AIM OF THE EXERCISE
From the line containing "Turn the roads" through the last line, print the records exactly and nothing else.

RECORD EXTRACTS
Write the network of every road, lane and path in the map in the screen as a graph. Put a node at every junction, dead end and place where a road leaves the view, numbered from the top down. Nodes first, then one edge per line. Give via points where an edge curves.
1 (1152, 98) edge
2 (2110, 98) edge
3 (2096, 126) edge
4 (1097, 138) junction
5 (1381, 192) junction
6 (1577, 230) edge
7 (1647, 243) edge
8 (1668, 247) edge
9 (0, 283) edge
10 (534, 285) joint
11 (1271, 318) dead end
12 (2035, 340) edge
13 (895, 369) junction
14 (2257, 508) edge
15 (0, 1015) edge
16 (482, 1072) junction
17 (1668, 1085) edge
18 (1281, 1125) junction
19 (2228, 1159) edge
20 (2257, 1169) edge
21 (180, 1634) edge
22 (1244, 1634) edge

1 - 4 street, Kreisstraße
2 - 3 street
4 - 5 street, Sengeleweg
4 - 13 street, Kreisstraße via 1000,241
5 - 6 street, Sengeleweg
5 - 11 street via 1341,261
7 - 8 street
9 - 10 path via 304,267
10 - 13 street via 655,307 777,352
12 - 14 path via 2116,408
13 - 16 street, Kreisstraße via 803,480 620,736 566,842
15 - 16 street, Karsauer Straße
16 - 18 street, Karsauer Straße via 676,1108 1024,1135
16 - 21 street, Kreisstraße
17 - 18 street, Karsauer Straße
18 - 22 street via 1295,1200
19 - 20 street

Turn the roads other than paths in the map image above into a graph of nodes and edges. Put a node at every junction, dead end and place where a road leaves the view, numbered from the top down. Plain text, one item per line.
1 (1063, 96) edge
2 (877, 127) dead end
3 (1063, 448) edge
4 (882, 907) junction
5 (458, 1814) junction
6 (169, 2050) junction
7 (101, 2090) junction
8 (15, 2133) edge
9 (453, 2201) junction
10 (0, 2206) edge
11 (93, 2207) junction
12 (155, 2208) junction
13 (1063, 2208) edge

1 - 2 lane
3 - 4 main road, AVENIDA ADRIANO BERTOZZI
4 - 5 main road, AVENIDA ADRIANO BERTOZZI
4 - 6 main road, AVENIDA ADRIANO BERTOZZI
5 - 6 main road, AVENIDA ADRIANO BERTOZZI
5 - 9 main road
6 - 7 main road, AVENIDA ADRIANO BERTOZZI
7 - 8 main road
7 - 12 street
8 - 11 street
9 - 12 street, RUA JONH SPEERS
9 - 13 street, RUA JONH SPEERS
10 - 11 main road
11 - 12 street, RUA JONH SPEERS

PROBLEM SOLUTION
Turn the roads other than paths in the map image above into a graph of nodes and edges. Put a node at every junction, dead end and place where a road leaves the view, numbered from the top down. Plain text, one item per line.
1 (1063, 96) edge
2 (877, 127) dead end
3 (1063, 448) edge
4 (882, 907) junction
5 (458, 1814) junction
6 (169, 2050) junction
7 (101, 2090) junction
8 (15, 2133) edge
9 (453, 2201) junction
10 (0, 2206) edge
11 (93, 2207) junction
12 (155, 2208) junction
13 (1063, 2208) edge

1 - 2 lane
3 - 4 main road, AVENIDA ADRIANO BERTOZZI
4 - 5 main road, AVENIDA ADRIANO BERTOZZI
4 - 6 main road, AVENIDA ADRIANO BERTOZZI
5 - 6 main road, AVENIDA ADRIANO BERTOZZI
5 - 9 main road
6 - 7 main road, AVENIDA ADRIANO BERTOZZI
7 - 8 main road
7 - 12 street
8 - 11 street
9 - 12 street, RUA JONH SPEERS
9 - 13 street, RUA JONH SPEERS
10 - 11 main road
11 - 12 street, RUA JONH SPEERS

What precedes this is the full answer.